The exchange on Facebook was part of a remarkable two-year collaboration that has given birth to a new force in the Arab world a pan-Arab youth movement dedicated to spreading democracy in a region without it. Young Egyptian and Tunisian activists brainstormed on the use of technology to evade surveillance, commiserated about torture and traded practical tips on how to stand up to rubber bullets and organize barricades.
They fused their secular expertise in social networks with a discipline culled from religious movements and combined the energy of soccer fans with the sophistication of surgeons. Breaking free from older veterans of the Arab political opposition, they relied on tactics of nonviolent resistance channeled from an American scholar through a Serbian youth brigade but also on marketing tactics borrowed from Silicon Valley.
As their swelling protests shook the Egyptian state, they were locked in a virtual tug of war with a leader with a very different vision Gamal Mubarak, the son of President Hosni Mubarak, a wealthy investment banker and ruling-party power broker. Considered the heir apparent to his father until the youth revolt eliminated any thought of dynastic succession, the younger Mubarak pushed his father to hold on to power even after his top generals and the prime minister were urging an exit, according to American officials who tracked Hosni Mubaraks final days.

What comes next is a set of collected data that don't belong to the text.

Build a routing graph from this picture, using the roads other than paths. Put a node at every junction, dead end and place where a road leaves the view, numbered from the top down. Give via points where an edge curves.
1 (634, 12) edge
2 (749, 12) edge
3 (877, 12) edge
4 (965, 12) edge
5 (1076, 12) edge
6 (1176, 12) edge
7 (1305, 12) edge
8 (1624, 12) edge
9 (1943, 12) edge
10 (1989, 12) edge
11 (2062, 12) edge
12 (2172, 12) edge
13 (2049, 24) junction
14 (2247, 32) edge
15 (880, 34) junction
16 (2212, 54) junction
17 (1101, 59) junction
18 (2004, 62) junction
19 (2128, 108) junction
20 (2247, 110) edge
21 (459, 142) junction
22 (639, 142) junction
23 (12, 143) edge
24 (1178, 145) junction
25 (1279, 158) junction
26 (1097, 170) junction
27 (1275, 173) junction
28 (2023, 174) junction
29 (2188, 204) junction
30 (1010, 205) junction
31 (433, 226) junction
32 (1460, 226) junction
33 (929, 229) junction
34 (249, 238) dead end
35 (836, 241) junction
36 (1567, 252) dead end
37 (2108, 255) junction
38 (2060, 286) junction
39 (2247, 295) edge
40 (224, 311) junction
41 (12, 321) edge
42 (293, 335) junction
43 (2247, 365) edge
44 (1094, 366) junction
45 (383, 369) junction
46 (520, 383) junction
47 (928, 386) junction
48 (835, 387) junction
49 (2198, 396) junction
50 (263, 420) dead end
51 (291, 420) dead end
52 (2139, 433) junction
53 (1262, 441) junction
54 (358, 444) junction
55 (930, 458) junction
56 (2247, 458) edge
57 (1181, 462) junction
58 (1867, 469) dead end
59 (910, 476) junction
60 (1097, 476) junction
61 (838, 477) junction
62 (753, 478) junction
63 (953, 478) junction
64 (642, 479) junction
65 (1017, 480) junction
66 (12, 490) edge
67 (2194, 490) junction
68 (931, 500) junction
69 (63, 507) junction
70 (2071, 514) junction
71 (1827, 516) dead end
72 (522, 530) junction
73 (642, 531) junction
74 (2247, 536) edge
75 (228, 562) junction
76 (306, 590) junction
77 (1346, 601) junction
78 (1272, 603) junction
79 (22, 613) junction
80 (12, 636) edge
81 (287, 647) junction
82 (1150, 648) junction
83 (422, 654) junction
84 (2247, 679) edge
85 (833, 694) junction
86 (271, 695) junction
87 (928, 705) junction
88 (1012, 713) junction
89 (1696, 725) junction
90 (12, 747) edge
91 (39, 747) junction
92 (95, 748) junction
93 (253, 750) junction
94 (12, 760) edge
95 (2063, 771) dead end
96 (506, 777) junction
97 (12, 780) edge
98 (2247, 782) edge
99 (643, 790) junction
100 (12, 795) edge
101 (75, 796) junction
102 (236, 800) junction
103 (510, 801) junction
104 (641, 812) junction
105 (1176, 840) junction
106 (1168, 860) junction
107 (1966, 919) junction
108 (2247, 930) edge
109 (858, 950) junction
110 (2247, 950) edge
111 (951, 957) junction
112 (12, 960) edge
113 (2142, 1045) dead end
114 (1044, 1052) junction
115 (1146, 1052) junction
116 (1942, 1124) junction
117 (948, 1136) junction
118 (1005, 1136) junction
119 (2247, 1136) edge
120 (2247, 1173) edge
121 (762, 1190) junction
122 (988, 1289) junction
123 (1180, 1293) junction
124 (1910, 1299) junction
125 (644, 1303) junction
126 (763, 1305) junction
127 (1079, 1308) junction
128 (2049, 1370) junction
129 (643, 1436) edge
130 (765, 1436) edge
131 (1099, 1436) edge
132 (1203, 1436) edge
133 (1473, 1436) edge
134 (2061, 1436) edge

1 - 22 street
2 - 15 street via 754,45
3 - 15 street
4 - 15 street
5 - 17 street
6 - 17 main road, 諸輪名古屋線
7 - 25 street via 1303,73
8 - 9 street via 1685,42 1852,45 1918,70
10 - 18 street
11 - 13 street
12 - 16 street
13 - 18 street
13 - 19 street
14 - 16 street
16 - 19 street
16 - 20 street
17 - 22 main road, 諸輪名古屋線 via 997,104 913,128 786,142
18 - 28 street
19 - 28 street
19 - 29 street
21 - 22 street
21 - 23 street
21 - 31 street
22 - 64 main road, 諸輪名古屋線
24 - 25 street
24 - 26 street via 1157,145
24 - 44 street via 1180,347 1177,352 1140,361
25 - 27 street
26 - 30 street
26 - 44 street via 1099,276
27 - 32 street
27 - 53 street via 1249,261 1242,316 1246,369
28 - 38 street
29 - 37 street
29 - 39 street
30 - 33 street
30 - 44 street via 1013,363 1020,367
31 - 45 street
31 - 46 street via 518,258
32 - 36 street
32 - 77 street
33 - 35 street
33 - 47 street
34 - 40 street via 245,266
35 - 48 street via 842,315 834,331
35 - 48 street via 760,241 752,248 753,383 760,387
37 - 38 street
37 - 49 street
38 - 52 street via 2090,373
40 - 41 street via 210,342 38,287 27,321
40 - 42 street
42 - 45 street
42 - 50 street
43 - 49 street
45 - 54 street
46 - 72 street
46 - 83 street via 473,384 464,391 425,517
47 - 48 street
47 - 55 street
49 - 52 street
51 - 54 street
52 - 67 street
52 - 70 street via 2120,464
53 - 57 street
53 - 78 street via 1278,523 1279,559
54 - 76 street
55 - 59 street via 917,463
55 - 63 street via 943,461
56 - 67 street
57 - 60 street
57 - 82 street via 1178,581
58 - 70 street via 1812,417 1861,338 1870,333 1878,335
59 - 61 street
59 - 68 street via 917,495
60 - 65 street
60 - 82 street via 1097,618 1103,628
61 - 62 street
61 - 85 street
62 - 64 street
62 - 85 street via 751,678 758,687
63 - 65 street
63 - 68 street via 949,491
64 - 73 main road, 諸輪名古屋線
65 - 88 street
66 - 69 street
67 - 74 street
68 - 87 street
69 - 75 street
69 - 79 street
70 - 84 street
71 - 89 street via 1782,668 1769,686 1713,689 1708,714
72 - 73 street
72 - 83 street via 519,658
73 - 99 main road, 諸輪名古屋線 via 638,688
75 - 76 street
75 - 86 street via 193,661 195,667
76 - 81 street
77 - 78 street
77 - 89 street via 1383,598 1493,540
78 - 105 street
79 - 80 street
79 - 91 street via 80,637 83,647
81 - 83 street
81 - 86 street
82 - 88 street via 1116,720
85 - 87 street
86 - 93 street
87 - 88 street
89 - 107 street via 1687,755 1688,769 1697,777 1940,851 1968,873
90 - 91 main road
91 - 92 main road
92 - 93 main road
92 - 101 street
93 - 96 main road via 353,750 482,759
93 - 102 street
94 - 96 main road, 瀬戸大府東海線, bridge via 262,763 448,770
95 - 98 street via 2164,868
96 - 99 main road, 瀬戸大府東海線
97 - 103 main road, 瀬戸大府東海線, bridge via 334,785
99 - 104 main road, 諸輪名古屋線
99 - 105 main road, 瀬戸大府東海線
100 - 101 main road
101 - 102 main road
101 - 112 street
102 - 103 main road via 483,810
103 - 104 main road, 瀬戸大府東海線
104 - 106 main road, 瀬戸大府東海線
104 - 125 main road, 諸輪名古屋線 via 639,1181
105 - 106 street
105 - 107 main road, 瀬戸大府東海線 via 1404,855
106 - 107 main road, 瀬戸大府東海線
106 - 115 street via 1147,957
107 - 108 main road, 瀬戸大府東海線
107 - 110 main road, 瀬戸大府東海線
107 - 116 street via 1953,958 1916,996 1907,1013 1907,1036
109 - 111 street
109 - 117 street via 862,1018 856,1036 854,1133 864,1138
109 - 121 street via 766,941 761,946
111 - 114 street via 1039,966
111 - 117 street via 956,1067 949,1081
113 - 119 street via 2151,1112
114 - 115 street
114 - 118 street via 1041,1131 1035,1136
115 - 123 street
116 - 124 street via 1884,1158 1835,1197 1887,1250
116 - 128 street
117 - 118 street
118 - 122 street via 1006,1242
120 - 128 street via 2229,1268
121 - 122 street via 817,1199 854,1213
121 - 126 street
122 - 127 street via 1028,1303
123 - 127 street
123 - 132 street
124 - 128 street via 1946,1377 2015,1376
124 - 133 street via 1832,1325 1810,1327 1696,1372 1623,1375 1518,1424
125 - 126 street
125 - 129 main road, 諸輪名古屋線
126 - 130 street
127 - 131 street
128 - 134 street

The defiant tone of the presidents speech on Thursday, the officials said, was largely his sons work.
He was probably more strident than his father was, said one American official, who characterized Gamals role as sugarcoating what was for Mubarak a disastrous situation. But the speech backfired, prompting Egypts military to force the president out and assert control of what they promise will be a transition to civilian government.
Now the young leaders are looking beyond Egypt. Tunis is the force that pushed Egypt, but what Egypt did will be the force that will push the world, said Walid Rachid, one of the members of the April 6 Youth Movement, which helped organize the Jan. 25 protests that set off the uprising. He spoke at a meeting on Sunday night where the members discussed sharing their experiences with similar youth movements in Libya, Algeria, Morocco and Iran.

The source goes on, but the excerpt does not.